First of all thanks for your reply and your clear explanation.

In fact I have an InstanceObject that contains InstanceObjects inside of it as SubObjects what I need is angel of rotation of the main InstanceObject (specially in Z axis), from the origin, in case of finding the right XYplan to get the bounding box and then length and height out of it…

so what I need is:
1- Angel of rotation in Z , Y and X axis
2- Length width and height of aligned BoundongBox,

and what I thought I could do was:
1- Getting the Rotation of InstanceObject,
2- make a rotated Plane,
3- Get the BoundingBox based on that plan.

so if I’m thinking wrong I would be thankful if you let me know, and if not could you please explain to me how GetYawPitchRoll() works?
thanks a lot.

The method I previously should allow you to get the height, width, and length. The rotation is a different story. A transformation matrix can represent any of several kinds of transformation or combination of them. This makes decomposing them into a series of simpler transformations, like rotations, difficult. Here’s one way you can attempt to get a rotation but it is far from perfect.
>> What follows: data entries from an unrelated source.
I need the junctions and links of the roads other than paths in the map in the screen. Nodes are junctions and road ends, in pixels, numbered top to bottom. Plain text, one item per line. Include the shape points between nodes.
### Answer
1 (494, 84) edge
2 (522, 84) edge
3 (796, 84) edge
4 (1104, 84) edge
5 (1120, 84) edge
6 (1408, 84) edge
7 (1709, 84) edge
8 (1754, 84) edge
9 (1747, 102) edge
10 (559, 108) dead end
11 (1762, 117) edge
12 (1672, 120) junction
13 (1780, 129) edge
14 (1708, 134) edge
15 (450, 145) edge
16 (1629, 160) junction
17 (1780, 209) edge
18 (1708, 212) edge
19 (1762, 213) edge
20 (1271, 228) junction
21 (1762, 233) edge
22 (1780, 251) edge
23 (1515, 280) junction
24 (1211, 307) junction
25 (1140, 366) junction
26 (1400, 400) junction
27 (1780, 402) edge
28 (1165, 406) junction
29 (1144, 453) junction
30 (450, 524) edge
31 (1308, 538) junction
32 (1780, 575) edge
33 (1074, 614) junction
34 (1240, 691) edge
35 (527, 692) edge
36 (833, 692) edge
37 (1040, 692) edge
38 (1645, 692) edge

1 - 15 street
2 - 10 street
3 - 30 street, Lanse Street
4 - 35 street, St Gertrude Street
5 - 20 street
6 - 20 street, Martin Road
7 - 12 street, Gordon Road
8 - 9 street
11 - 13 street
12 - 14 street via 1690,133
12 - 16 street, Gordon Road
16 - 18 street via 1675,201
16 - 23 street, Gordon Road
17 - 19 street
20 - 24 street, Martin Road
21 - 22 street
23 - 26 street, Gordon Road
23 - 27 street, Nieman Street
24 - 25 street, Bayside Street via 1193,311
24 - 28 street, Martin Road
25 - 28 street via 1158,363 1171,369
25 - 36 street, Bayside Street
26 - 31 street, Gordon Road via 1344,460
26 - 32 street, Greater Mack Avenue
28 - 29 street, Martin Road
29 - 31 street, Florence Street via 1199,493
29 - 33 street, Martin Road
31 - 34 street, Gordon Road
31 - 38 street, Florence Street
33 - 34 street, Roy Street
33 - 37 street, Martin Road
Transform t = /*Your transform*/;
t.Affineize();

if(t.IsRigid(/*Your tolerance*/) == TransformRigidType.Rigid)
{
    //Zero out the translation
    t.M03 = 0.0;
    t.M13 = 0.0;
    t.M23 = 0.0;

    t.GetYawPitchRoll(out double yaw, out double pitch, out double roll);
}

Affineize will discard any perspective in the transform by setting the last row to 0, 0, 0, 1. If a transform is rigid it can be broken down into just a rotation and translation. So to make it a pure rotation matrix you discard the last column (the translation portion). From there you can finally extract the rotation. This method will break down if there is any scaling or shearing. For that you’ll need a more complex method of breaking down your transformation matrix. “Decomposing a Matrix into Simple Transformations” on page 320 of Graphics Gems II (if you Google a PDF is available) has an algorithm you can use. There’s also an open source example here. Even this isn’t perfect. If there is any mirroring in the transform you can expect it to fail.

1 Like

Thanks a lot,
I tested your code and it works perfectly,
I also searched more and found this method useful:

        public Dictionary<string,double> GetBlockRotation(InstanceObject block)
        {
            Dictionary<string, double> rotation = new Dictionary<string, double>();

            if (block != null)
            {

            var xform = block.InstanceXform;

            var rotX = Math.Atan2(-xform.M21, xform.M22);
            var rotY = Math.Asin(xform.M20);
            var rotZ = Math.Atan2(xform.M10, xform.M00);
            
            rotation.Add("X",Math.Round(180 / Math.PI * rotX,10));
            rotation.Add("Y",Math.Round(180 / Math.PI * rotY,10));
            rotation.Add("Z",Math.Round(180 / Math.PI * rotZ,10));

            }
            return rotation;
        }

It calculated the degree near the right one, for example if the rotation is 90 it gives you 89.999999999946 , so I had to round it.